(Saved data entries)

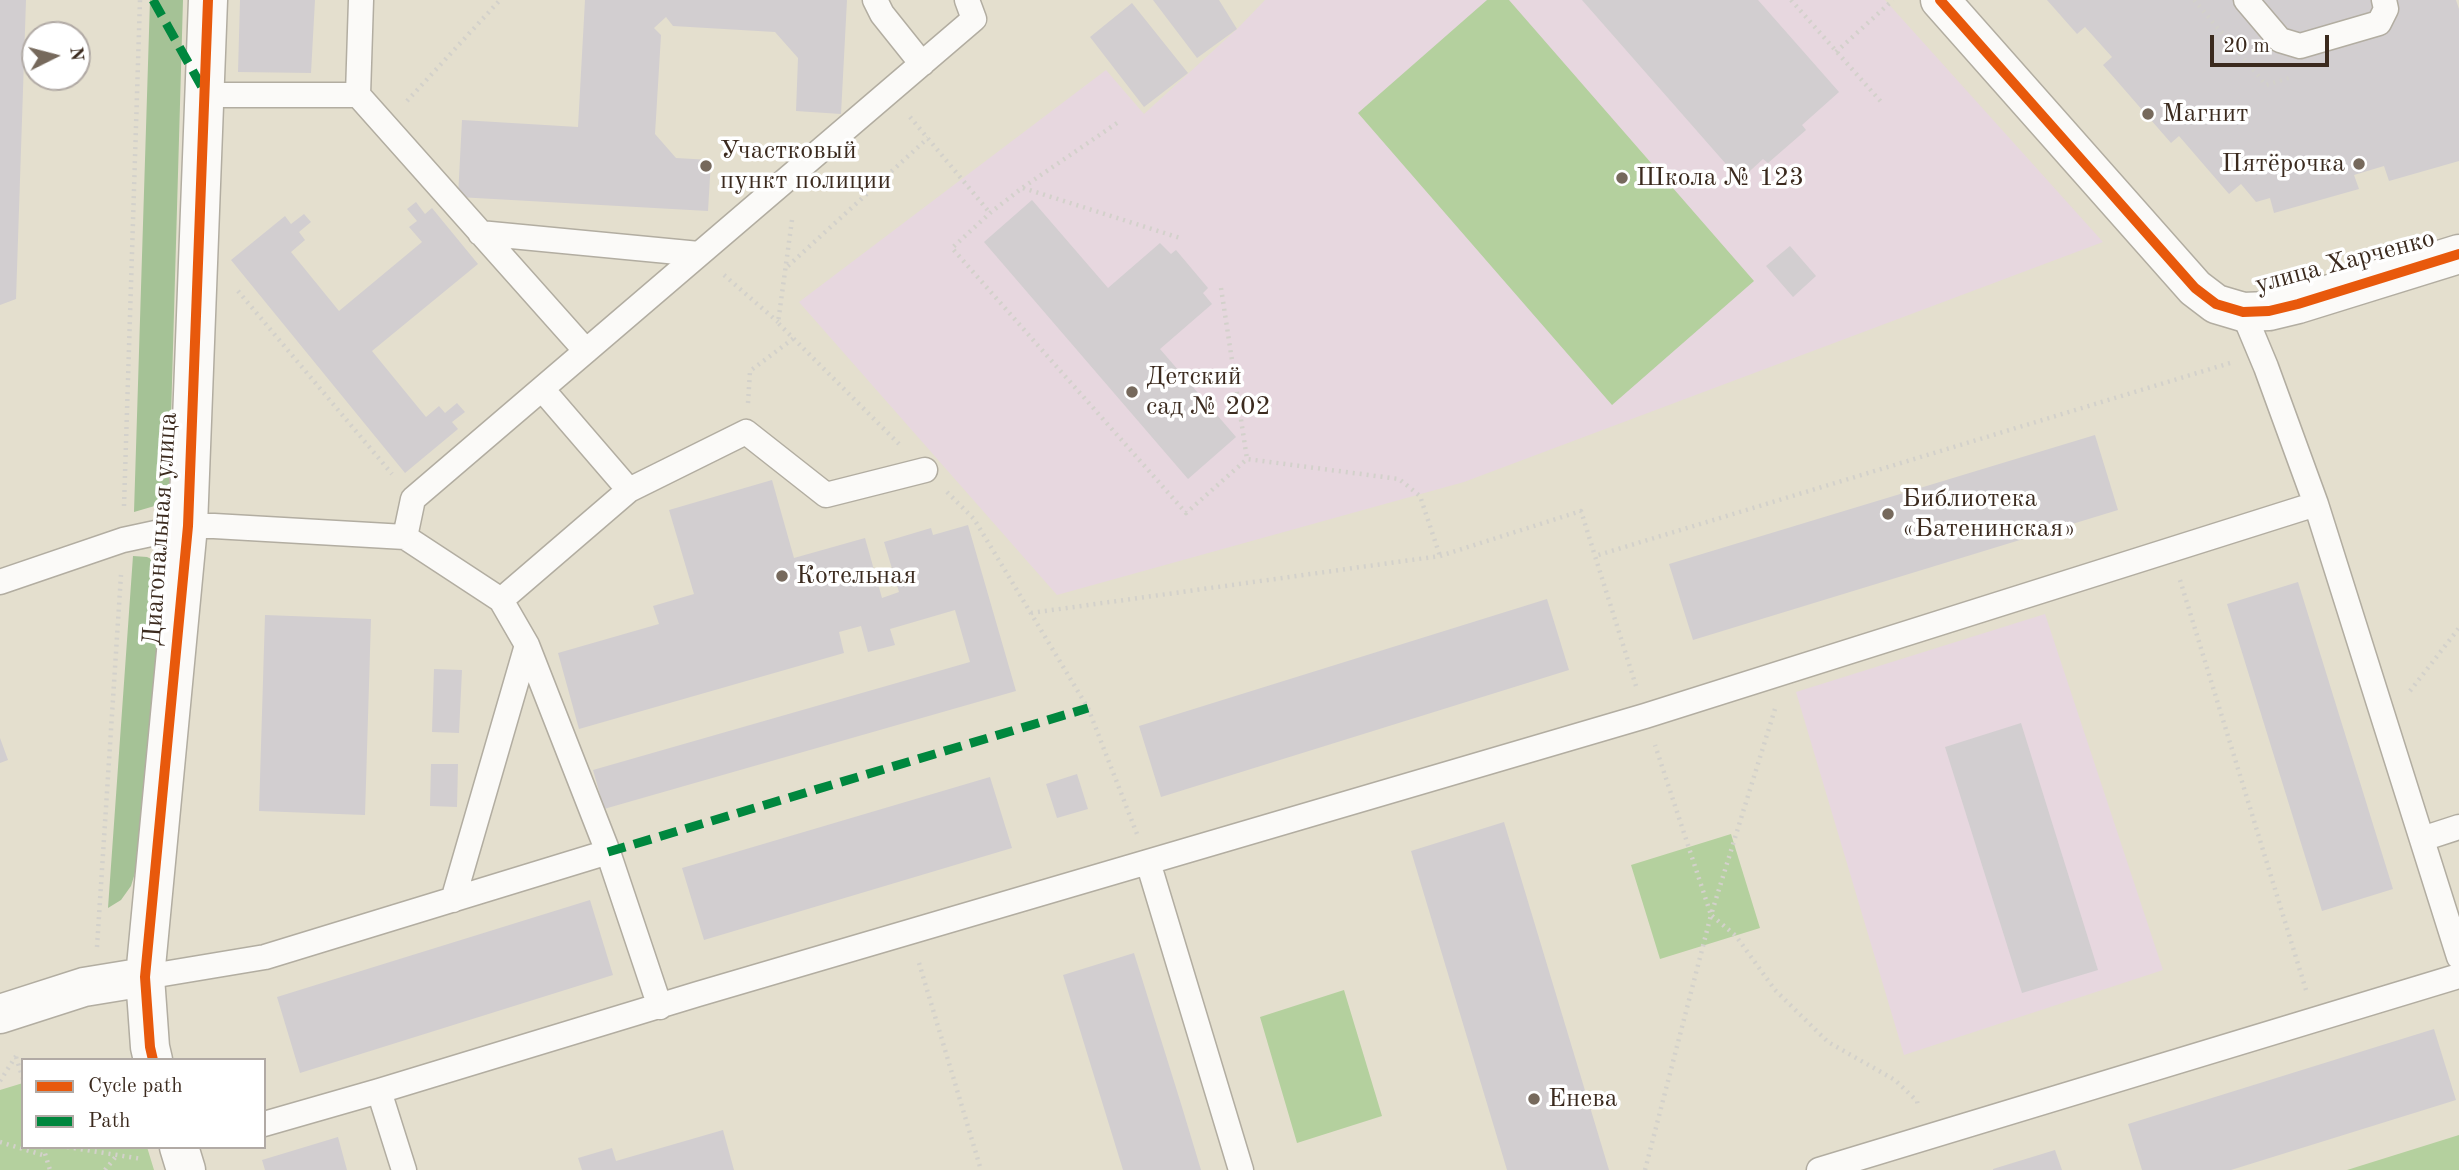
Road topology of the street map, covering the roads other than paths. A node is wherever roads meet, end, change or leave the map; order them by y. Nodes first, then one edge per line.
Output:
1 (208, 0) edge
2 (361, 0) edge
3 (875, 0) edge
4 (967, 0) edge
5 (1940, 0) edge
6 (2246, 0) edge
7 (2384, 0) edge
8 (922, 64) junction
9 (206, 95) junction
10 (358, 96) junction
11 (480, 233) junction
12 (699, 254) junction
13 (2459, 254) edge
14 (2243, 312) junction
15 (586, 351) junction
16 (542, 389) junction
17 (925, 470) road end
18 (629, 490) junction
19 (2316, 504) junction
20 (188, 526) junction
21 (405, 537) junction
22 (0, 582) edge
23 (502, 600) junction
24 (527, 645) junction
25 (2459, 827) edge
26 (2422, 839) junction
27 (608, 852) junction
28 (1148, 862) junction
29 (453, 900) junction
30 (2459, 957) edge
31 (2459, 976) edge
32 (145, 977) junction
33 (660, 1007) junction
34 (0, 1014) edge
35 (153, 1058) edge
36 (379, 1091) junction
37 (266, 1123) edge
38 (181, 1149) edge
39 (186, 1170) edge
40 (404, 1170) edge
41 (1241, 1170) edge
42 (1819, 1170) edge

1 - 9 street, Диагональная улица
2 - 10 lane
3 - 8 lane
4 - 8 lane
5 - 14 street
6 - 7 lane
8 - 12 lane
9 - 10 lane
9 - 20 street, Диагональная улица
10 - 11 lane
11 - 12 lane
11 - 15 lane
12 - 15 lane
13 - 14 street, улица Харченко
14 - 19 lane
15 - 16 lane
16 - 18 lane
16 - 21 lane
17 - 18 lane
18 - 23 lane
19 - 26 lane
19 - 28 lane
20 - 21 lane
20 - 22 lane
20 - 32 street, Диагональная улица
21 - 23 lane
23 - 24 lane
24 - 27 lane
24 - 29 lane
25 - 26 lane
26 - 30 lane
27 - 29 lane
27 - 33 lane
28 - 33 lane
28 - 41 lane
29 - 32 lane
31 - 42 lane
32 - 34 street
32 - 35 street, Диагональная улица
33 - 36 lane
36 - 37 lane
36 - 40 lane
38 - 39 street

▶ Exercise directions
Copy each line of the records that has "Диагональная" in it.

▶ Task solution
1 - 9 street, Диагональная улица
9 - 20 street, Диагональная улица
20 - 32 street, Диагональная улица
32 - 35 street, Диагональная улица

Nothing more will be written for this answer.